• **AIM OF THE EXERCISE**: Which lines of the records below contain the word "minor"? Report each of them in full.

##### DATA EXCERPTS #####

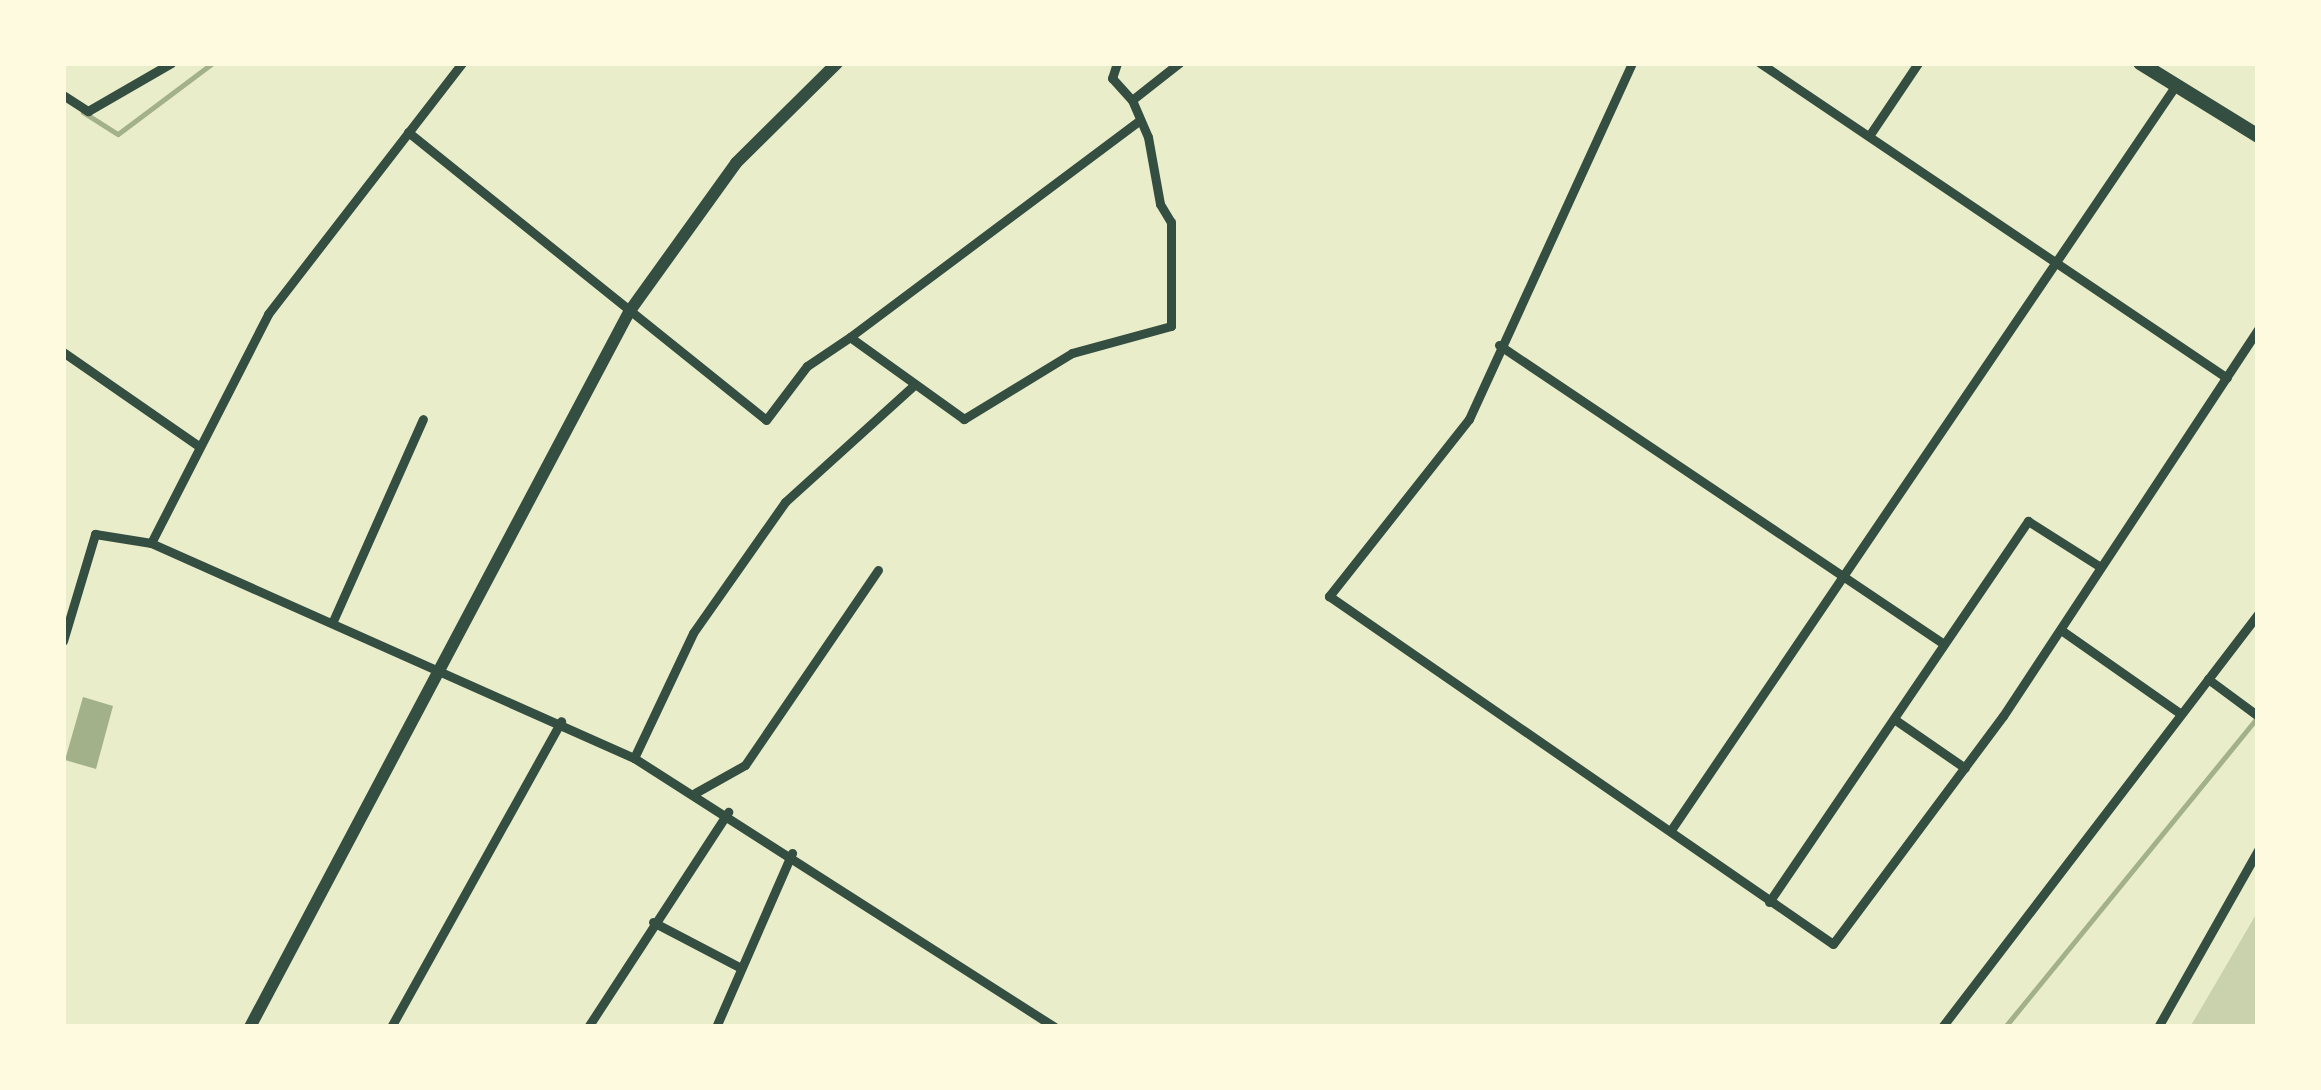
<!DOCTYPE html>
<html>
<head>
<meta charset="utf-8">
<style>
	body { margin:0 }
	#map { position:relative; width:2321px; height:1090px; overflow:hidden; background:#e9edc9; font-family:"Exo 2",sans-serif }
	div>[style] { position:absolute }
	.green>* { inset:0; background:#cad2ad }
	.water>* { inset:0; background:#a3b18a }
	.stream>* { height:4.5px; margin:-2.25px; padding:0 2.25px; transform-origin:2.25px; border-radius:2.25px; background:#a3b18a }
	.minor>* { height:9px; margin:-4.5px; padding:0 4.5px; transform-origin:4.5px; border-radius:4.5px; background:#344e41 }
	.secondary>* { height:12px; margin:-6px; padding:0 6px; transform-origin:6px; border-radius:6px; background:#344e41 }
	.trunk>* { height:14px; margin:-7px; padding:0 7px; transform-origin:7px; border-radius:7px; background:#344e41 }
	span { translate:-50% -50%; white-space:nowrap; text-align:center; line-height:1.15; -webkit-text-stroke:9px #fefae0; paint-order:stroke }
	.frame { position:absolute; inset:0; border:66px solid #fefae0; pointer-events:none }
</style>
</head>
<body>
<div id="map">
	<div class="green">
		<i style="clip-path:polygon(2258px 911px,2258px 1027px,2190px 1027px,2206px 1000px)"></i>
	</div>
	<div class="water">
		<i style="clip-path:polygon(83px 697px,113px 706px,96px 769px,65px 760px)"></i>
	</div>
	<div class="stream">
		<i style="left:83px;top:112px;width:41px;rotate:32.2deg"></i>
		<i style="left:118px;top:134px;width:119px;rotate:-36.8deg"></i>
		<i style="left:2005px;top:1027px;width:400px;rotate:-50.8deg"></i>
	</div>
	<div class="minor">
		<i style="left:1117px;top:63px;width:16px;rotate:108deg"></i>
		<i style="left:1112px;top:78px;width:30px;rotate:48deg"></i>
		<i style="left:1132px;top:100px;width:60px;rotate:-38.2deg"></i>
		<i style="left:1632px;top:63px;width:392px;rotate:114.6deg"></i>
		<i style="left:1469px;top:419px;width:226px;rotate:128.3deg"></i>
		<i style="left:1329px;top:596px;width:612px;rotate:34.62deg"></i>
		<i style="left:1833px;top:944px;width:284px;rotate:-53.3deg"></i>
		<i style="left:2003px;top:716px;width:463px;rotate:-56.6deg"></i>
		<i style="left:1760px;top:63px;width:563px;rotate:34deg"></i>
		<i style="left:63px;top:95px;width:30px;rotate:33deg"></i>
		<i style="left:88px;top:111px;width:96px;rotate:-30deg"></i>
		<i style="left:1132px;top:100px;width:40px;rotate:66.6deg"></i>
		<i style="left:1148px;top:137px;width:68px;rotate:79.8deg"></i>
		<i style="left:1160px;top:204px;width:21px;rotate:59deg"></i>
		<i style="left:1171px;top:222px;width:104px;rotate:90deg"></i>
		<i style="left:1171px;top:326px;width:103px;rotate:164.7deg"></i>
		<i style="left:1072px;top:353px;width:127px;rotate:148.6deg"></i>
		<i style="left:964px;top:419px;width:140px;rotate:-144.3deg"></i>
		<i style="left:850px;top:337px;width:362px;rotate:-36.8deg"></i>
		<i style="left:408px;top:132px;width:459px;rotate:38.8deg"></i>
		<i style="left:766px;top:420px;width:68px;rotate:-52.8deg"></i>
		<i style="left:807px;top:366px;width:52px;rotate:-34deg"></i>
		<i style="left:1869px;top:136px;width:88px;rotate:-56.1deg"></i>
		<i style="left:1499px;top:345px;width:536px;rotate:33.9deg"></i>
		<i style="left:63px;top:352px;width:165px;rotate:34.7deg"></i>
		<i style="left:151px;top:543px;width:257px;rotate:-62.9deg"></i>
		<i style="left:268px;top:314px;width:317px;rotate:-52.3deg"></i>
		<i style="left:333px;top:621px;width:221px;rotate:-66deg"></i>
		<i style="left:2061px;top:630px;width:143px;rotate:35deg"></i>
		<i style="left:63px;top:641px;width:112px;rotate:-73.3deg"></i>
		<i style="left:95px;top:534px;width:57px;rotate:9.1deg"></i>
		<i style="left:151px;top:543px;width:529px;rotate:24deg"></i>
		<i style="left:634px;top:758px;width:499px;rotate:32.6deg"></i>
		<i style="left:2208px;top:679px;width:62px;rotate:36.5deg"></i>
		<i style="left:1894px;top:719px;width:86px;rotate:34.6deg"></i>
		<i style="left:634px;top:758px;width:138px;rotate:-64.7deg"></i>
		<i style="left:693px;top:633px;width:160px;rotate:-54.9deg"></i>
		<i style="left:785px;top:502px;width:173px;rotate:-42.2deg"></i>
		<i style="left:695px;top:793px;width:57px;rotate:-29.2deg"></i>
		<i style="left:745px;top:765px;width:236px;rotate:-55.7deg"></i>
		<i style="left:1671px;top:830px;width:900px;rotate:-55.87deg"></i>
		<i style="left:1769px;top:902px;width:461px;rotate:-55.8deg"></i>
		<i style="left:2028px;top:521px;width:84px;rotate:32.4deg"></i>
		<i style="left:653px;top:922px;width:95px;rotate:27.6deg"></i>
		<i style="left:391px;top:1027px;width:350px;rotate:-60.9deg"></i>
		<i style="left:588px;top:1027px;width:257px;rotate:-56.9deg"></i>
		<i style="left:716px;top:1027px;width:190px;rotate:-66.4deg"></i>
		<i style="left:1942px;top:1027px;width:520px;rotate:-52.58deg"></i>
		<i style="left:2158px;top:1027px;width:203px;rotate:-60.5deg"></i>
	</div>
	<div class="secondary">
		<i style="left:250px;top:1027px;width:809px;rotate:-62.07deg"></i>
		<i style="left:629px;top:312px;width:183px;rotate:-54.3deg"></i>
		<i style="left:736px;top:163px;width:142px;rotate:-44.7deg"></i>
	</div>
	<div class="trunk">
		<i style="left:2140px;top:63px;width:139px;rotate:31.7deg"></i>
	</div>
	<div class="frame"></div>
</div>
</body>
</html>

#####

• **ANSWER TO THE EXERCISE**:
	.minor>* { height:9px; margin:-4.5px; padding:0 4.5px; transform-origin:4.5px; border-radius:4.5px; background:#344e41 }
	<div class="minor">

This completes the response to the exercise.